### EXERCISE PROMPT
Where does the string "roads" appear in the material? Copy each line that holds it.

### SOURCE INFORMATION
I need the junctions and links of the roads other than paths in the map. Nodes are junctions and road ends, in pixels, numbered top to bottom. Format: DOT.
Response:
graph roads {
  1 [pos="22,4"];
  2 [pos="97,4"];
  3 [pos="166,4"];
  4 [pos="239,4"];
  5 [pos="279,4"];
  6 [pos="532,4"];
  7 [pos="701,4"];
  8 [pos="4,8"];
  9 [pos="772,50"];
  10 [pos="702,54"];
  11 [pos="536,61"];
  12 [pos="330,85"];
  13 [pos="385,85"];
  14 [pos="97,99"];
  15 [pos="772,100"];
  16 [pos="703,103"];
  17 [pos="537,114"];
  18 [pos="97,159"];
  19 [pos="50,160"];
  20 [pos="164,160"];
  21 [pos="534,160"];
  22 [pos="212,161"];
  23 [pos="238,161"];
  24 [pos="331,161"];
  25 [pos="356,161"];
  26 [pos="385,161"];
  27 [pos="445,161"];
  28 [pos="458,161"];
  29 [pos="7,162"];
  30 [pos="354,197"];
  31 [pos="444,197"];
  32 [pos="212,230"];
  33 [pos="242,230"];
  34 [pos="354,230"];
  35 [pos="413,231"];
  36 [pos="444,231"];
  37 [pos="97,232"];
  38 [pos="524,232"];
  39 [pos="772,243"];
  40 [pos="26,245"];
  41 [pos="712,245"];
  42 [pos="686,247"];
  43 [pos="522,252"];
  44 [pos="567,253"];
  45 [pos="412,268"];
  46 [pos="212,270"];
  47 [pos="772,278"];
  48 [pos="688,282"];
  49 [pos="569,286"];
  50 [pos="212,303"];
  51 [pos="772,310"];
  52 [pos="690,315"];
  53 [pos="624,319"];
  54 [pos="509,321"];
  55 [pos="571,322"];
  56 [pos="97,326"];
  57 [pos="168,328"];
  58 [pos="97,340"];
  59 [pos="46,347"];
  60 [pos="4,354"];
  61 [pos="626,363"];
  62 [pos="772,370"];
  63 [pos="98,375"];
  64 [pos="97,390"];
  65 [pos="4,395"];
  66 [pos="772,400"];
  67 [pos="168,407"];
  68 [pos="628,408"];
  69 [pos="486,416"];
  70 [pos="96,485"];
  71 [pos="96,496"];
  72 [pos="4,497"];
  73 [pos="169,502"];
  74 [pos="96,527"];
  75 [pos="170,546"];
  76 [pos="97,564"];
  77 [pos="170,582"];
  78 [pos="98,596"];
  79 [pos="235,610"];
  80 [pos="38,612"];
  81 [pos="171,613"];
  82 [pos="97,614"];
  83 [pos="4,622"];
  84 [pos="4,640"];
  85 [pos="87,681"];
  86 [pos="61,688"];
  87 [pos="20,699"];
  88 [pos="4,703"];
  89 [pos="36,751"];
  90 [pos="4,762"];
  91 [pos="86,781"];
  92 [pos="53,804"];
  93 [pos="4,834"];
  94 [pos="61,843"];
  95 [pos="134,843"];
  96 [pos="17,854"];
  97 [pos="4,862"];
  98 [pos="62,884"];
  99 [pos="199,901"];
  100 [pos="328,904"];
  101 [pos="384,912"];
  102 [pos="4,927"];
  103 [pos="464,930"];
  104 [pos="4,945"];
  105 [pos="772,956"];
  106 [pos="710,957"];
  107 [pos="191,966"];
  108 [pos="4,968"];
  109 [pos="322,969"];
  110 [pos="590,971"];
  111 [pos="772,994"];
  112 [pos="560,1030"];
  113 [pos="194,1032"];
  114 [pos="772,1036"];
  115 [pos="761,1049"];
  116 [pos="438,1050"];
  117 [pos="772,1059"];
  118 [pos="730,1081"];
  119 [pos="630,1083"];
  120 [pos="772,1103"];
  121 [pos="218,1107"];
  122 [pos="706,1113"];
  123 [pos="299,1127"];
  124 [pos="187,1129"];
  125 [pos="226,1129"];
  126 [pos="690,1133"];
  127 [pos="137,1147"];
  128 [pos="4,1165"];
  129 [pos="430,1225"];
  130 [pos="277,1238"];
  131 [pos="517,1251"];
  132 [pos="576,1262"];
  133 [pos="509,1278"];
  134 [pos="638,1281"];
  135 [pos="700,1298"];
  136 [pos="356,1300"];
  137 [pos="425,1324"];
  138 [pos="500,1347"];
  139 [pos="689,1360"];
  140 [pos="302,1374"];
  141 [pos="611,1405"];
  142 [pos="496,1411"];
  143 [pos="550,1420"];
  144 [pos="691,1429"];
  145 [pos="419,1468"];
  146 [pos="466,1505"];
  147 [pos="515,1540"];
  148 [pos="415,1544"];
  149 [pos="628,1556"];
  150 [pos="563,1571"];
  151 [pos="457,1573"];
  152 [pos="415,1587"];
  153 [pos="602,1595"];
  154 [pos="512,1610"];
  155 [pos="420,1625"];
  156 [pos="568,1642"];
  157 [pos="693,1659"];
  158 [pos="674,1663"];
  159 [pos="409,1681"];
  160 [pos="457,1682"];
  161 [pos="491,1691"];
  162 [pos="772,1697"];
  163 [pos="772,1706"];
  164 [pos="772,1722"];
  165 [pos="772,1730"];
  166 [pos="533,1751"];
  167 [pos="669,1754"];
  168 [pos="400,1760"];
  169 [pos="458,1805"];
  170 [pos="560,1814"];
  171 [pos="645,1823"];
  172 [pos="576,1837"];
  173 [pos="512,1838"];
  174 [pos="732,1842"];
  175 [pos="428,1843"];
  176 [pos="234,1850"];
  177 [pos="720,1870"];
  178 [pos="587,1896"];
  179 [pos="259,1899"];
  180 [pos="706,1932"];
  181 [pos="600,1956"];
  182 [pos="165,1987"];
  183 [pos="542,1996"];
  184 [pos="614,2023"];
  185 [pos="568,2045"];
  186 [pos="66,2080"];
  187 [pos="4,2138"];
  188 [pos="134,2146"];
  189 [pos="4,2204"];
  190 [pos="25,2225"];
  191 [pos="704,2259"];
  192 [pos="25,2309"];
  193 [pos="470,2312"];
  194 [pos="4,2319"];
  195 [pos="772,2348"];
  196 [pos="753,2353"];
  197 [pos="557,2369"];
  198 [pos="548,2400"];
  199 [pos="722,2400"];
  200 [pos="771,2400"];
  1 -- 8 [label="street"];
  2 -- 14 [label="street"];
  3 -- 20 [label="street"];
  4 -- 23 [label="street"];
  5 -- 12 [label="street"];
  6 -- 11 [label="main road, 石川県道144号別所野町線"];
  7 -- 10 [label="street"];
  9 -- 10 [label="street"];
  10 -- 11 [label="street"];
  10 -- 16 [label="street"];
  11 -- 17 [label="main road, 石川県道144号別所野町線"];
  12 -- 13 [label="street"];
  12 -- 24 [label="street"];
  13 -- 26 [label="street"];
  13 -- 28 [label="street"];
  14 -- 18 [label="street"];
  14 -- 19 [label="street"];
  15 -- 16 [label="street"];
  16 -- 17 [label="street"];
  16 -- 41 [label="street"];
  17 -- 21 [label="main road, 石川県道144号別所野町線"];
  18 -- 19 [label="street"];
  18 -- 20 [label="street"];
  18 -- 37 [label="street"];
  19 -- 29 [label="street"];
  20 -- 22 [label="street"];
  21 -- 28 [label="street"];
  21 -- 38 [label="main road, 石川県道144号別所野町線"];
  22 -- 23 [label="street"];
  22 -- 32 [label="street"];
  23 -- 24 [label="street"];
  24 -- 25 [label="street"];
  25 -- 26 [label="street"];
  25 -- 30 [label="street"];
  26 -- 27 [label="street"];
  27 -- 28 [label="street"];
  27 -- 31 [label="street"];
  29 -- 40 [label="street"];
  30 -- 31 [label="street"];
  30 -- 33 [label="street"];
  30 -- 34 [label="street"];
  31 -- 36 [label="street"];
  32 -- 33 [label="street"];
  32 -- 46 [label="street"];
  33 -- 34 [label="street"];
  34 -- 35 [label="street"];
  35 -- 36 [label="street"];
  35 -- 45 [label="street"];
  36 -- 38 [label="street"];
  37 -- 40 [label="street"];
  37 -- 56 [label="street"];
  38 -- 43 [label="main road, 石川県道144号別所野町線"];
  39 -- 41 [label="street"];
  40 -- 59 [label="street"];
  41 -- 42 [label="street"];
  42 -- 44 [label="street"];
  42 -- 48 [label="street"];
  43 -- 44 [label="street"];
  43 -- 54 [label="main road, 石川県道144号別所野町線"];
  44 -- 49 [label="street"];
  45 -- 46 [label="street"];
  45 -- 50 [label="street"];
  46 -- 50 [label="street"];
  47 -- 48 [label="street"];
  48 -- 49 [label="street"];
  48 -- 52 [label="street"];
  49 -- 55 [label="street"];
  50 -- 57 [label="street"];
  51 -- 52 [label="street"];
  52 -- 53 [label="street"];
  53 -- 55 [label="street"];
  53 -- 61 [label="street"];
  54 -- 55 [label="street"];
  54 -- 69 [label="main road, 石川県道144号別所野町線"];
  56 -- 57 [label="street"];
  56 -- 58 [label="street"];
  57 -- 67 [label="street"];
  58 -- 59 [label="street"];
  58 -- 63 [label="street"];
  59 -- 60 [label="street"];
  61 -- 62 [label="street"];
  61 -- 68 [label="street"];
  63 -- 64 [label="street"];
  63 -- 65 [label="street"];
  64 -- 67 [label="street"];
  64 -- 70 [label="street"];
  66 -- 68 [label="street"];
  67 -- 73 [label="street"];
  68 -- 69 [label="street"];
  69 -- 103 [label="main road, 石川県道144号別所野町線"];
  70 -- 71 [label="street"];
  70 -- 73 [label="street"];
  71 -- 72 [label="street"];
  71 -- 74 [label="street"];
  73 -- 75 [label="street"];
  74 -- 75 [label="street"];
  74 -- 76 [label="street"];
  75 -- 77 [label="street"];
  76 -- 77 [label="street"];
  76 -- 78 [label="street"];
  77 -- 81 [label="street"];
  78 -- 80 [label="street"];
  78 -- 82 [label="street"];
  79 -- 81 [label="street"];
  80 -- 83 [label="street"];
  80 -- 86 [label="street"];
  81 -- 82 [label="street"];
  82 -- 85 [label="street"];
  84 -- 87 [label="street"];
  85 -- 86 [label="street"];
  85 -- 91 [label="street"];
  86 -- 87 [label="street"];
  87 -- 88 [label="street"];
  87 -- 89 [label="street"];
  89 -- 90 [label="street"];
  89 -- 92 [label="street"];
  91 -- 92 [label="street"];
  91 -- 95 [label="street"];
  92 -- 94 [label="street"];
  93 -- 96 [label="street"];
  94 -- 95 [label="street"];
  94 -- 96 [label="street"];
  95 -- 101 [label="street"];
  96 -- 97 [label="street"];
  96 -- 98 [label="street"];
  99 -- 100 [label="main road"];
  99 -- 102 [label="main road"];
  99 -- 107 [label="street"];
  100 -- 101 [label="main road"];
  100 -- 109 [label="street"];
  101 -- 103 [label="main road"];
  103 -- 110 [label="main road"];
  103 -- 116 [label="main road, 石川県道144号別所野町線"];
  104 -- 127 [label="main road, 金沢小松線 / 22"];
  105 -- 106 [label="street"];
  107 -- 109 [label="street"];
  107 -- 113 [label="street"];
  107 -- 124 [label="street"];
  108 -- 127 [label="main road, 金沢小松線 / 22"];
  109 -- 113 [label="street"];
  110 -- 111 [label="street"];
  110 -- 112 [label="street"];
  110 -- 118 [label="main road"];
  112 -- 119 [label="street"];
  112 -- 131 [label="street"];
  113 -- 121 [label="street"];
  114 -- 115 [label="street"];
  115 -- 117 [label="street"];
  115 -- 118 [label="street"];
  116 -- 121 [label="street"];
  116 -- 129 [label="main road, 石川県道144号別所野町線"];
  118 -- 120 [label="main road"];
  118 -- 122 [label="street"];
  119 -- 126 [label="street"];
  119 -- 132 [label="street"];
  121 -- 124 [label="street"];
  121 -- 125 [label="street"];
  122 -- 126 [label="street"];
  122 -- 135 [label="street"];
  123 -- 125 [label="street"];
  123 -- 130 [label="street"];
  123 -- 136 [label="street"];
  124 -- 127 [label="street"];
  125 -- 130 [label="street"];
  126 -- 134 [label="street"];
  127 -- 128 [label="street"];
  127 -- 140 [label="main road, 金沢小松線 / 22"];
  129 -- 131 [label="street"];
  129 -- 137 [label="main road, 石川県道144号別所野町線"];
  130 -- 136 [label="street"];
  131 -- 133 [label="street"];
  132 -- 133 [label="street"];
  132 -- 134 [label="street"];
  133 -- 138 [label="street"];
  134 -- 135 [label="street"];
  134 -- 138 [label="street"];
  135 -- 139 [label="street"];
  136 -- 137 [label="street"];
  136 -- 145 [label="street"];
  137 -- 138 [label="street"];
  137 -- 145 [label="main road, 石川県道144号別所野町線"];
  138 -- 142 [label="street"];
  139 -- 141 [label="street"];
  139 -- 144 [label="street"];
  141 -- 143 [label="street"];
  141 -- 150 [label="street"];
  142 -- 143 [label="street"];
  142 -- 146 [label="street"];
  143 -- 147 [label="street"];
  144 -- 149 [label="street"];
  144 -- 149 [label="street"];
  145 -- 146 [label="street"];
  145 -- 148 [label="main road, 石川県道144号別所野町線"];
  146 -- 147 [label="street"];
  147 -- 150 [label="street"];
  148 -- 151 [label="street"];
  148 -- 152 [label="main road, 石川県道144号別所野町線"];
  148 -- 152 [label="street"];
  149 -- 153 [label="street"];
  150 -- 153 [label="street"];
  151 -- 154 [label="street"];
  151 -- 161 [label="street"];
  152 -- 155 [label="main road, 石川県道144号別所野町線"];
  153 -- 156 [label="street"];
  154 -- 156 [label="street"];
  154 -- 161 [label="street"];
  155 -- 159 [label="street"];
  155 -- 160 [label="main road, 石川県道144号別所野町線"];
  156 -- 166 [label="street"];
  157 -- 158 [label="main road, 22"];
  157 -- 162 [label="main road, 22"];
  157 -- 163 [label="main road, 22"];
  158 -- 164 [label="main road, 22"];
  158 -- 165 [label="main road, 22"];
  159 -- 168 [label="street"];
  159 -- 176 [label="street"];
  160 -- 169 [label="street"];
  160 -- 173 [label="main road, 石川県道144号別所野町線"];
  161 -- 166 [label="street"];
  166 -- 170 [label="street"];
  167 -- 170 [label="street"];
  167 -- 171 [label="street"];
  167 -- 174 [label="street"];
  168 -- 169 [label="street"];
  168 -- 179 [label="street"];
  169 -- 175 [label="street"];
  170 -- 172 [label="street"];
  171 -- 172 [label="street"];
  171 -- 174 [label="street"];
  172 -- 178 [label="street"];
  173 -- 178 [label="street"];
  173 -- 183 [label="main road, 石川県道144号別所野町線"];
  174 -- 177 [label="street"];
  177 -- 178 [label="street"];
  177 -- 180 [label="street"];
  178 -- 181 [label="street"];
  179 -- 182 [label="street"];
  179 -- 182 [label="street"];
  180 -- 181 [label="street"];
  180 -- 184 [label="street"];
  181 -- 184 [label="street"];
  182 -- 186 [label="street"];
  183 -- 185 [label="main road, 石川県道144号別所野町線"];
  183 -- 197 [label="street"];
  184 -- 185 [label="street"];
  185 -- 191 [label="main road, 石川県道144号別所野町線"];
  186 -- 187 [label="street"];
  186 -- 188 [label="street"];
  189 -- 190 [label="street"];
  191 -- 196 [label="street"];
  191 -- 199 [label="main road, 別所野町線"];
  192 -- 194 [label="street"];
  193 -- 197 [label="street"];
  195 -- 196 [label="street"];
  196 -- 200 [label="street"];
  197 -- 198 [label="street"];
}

### RESPONSE TO THE EXERCISE
I need the junctions and links of the roads other than paths in the map. Nodes are junctions and road ends, in pixels, numbered top to bottom. Format: DOT.
graph roads {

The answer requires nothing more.